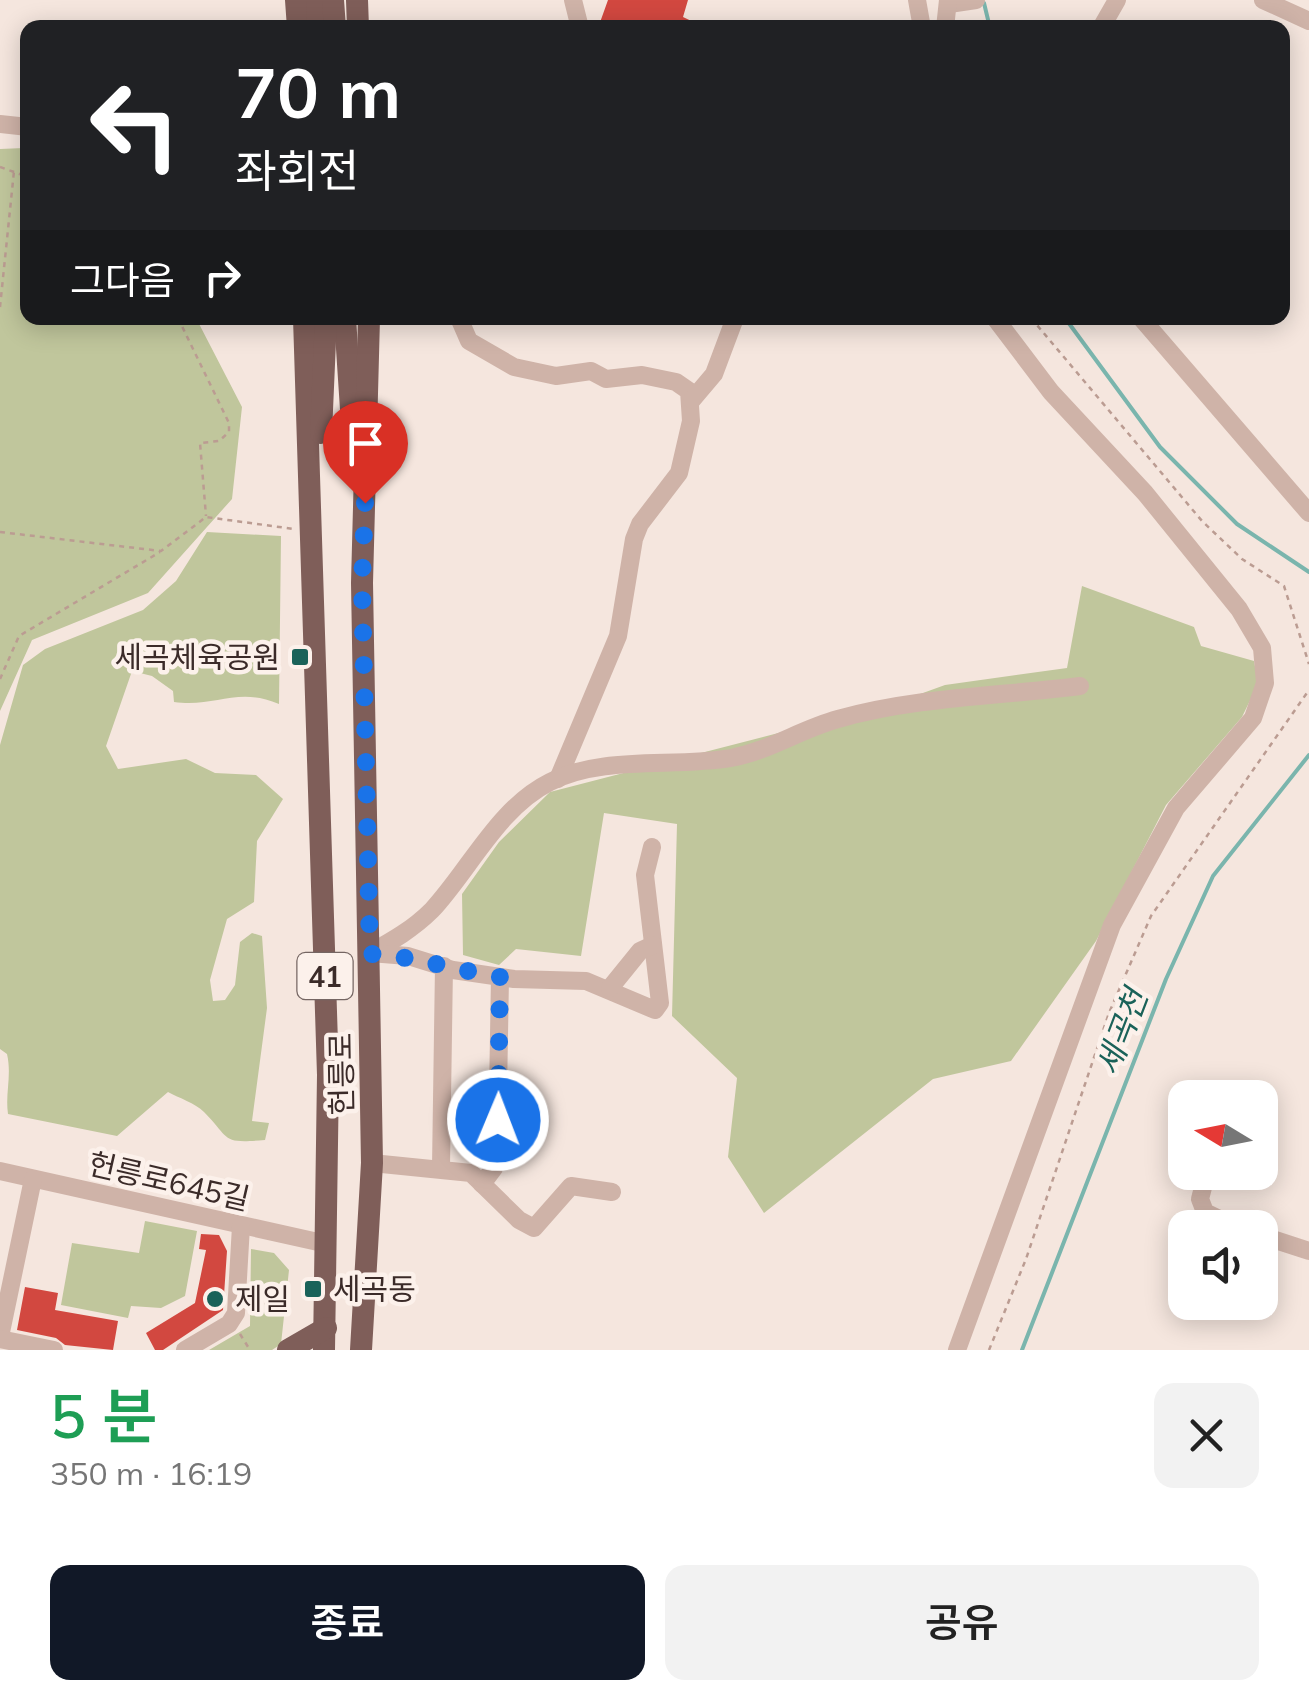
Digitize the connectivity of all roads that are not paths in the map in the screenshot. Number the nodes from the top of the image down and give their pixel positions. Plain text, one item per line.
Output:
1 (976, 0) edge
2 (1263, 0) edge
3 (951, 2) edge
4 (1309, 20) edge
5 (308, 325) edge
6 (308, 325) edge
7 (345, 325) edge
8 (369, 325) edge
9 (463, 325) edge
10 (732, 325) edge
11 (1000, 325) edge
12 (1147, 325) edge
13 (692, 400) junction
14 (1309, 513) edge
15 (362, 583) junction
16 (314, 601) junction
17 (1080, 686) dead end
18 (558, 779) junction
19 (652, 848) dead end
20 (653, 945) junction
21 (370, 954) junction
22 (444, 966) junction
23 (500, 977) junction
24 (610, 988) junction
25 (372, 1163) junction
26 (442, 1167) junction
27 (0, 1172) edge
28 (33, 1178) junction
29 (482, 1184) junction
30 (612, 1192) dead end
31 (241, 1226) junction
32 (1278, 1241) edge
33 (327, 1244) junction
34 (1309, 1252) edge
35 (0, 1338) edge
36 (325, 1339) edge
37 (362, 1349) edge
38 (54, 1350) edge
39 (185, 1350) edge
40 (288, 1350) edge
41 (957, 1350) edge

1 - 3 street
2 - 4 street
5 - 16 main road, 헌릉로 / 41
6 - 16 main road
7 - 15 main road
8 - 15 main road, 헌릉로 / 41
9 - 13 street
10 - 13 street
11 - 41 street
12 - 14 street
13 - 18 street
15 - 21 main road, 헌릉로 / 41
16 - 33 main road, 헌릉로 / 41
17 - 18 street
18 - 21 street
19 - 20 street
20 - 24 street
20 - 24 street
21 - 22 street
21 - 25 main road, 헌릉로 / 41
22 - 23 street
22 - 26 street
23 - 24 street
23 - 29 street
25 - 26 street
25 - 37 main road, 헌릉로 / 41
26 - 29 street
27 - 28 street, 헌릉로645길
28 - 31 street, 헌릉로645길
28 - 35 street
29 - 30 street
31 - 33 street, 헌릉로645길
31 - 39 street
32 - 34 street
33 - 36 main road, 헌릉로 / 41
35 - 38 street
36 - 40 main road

:: WORK TASK ::
Among the lines of the material, find those holding the word "dead" and return them.

:: SOLUTION BELOW ::
17 (1080, 686) dead end
19 (652, 848) dead end
30 (612, 1192) dead end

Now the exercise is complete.